Former trader Jerome Kerviel wins unfair dismissal case

French tribunal agrees that bank had full knowledge of rogue trader’s dealings before he was fired in 2008

A French tribunal has ordered Société Générale to pay €450,000 in damages for unfairly firing the rogue trader Jérôme Kerviel, whose unauthorised trades spiralled into massive losses in 2007 and 2008 and almost bankrupted one of Europe’s biggest banks.

Kerviel, 39, whose deals lost the bank €4.9bn (£3.82bn), sued for wrongful dismissal and the tribunal agreed. It ruled he was fired “without real or serious cause” and that the bank had full knowledge of his shady dealings long before he was fired in 2008.

The judgment – described in France as spectacular – is the first positive verdict for Kerviel in his eight-year battle to throw the spotlight back onto the bank which he claims was well aware of his trading which initially generated profits before going wrong.

The Kerviel case was one of the biggest bank trading scandals in history but he maintained that he was just one cog in a rotten machine and had been made a scapegoat for the bank’s whole system.

In October 2010, Kerviel was sentenced to three years in jail after being convicted by a Paris court of breach of trust and fraud in the loss of €4.9bn in equity derivatives trades that went wrong in 2008.

He was released in September 2014, with an electronic bracelet, after spending less than five months in prison.

Kerviel continues to claim his superiors knew what was going on and deliberately turned a blind-eye as long as the profits kept rolling in. The bank has insisted it was not aware of his actions.

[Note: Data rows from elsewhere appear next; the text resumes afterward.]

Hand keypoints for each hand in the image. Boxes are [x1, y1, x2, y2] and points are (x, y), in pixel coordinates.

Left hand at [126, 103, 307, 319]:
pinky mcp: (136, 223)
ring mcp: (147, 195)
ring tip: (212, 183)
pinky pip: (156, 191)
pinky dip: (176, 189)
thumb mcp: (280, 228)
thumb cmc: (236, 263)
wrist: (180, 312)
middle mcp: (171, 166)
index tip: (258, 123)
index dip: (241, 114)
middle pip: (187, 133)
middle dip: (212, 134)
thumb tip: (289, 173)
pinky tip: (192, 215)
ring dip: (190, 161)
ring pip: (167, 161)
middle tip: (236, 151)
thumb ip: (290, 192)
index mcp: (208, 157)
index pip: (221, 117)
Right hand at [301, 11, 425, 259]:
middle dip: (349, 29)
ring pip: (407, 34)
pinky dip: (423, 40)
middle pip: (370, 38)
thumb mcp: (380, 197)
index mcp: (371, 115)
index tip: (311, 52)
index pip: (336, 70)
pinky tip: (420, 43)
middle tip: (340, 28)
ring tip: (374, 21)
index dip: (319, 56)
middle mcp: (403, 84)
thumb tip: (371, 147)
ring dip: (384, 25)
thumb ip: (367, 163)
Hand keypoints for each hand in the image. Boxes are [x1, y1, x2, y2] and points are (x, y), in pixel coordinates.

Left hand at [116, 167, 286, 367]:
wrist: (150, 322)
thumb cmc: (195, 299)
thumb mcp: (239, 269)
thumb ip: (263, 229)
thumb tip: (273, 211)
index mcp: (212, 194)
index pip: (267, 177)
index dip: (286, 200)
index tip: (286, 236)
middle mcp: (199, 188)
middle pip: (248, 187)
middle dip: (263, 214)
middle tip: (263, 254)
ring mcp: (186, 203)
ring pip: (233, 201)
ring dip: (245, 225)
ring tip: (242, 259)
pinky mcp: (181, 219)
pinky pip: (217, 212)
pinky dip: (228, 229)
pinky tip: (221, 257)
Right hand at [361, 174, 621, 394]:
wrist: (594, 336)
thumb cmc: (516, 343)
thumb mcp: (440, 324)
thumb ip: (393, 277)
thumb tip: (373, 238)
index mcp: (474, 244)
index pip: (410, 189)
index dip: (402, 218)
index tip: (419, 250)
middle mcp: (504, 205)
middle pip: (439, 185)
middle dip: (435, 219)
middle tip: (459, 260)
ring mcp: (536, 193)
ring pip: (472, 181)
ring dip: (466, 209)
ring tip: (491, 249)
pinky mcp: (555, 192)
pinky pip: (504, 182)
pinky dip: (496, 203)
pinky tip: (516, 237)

SocGen’s lawyer, Arnaud Chalut, said the employment tribunal ruling for unfair dismissal was “scandalous” and the bank would appeal against a decision that he said ran counter to the law.

Kerviel’s lawyer David Koubbi told Reuters that the tribunal’s decision “restores justice and tears apart the story that Société Générale has presented from the beginning”.

The public image of Kerviel, who came from a working-class family in a small town in Brittany before working his way up at the bank, has gradually been transformed from villain to a kind of folk hero fighting against the power of the banking world.

Before his prison term, he met the Pope and walked from Rome to France in a kind of pilgrimage against the excesses of the financial system.

A separate civil case is due to open this month before an appeals court to decide how much Kerviel has to pay the bank towards the losses. He had initially been ordered to pay €4.9bn in damages to the bank, the full trading loss, but that was overturned.

French investigators are also currently weighing Kerviel’s request for a retrial of the criminal case.

Kerviel mounted a fresh legal challenge after Nathalie Le Roy, the police officer who led the Kerviel investigation in 2008 and 2012, last year expressed concerns about how she was pressured to focus solely on evidence that would incriminate him, and said Kerviel’s superiors must have known what he was doing. The financial police contested her account.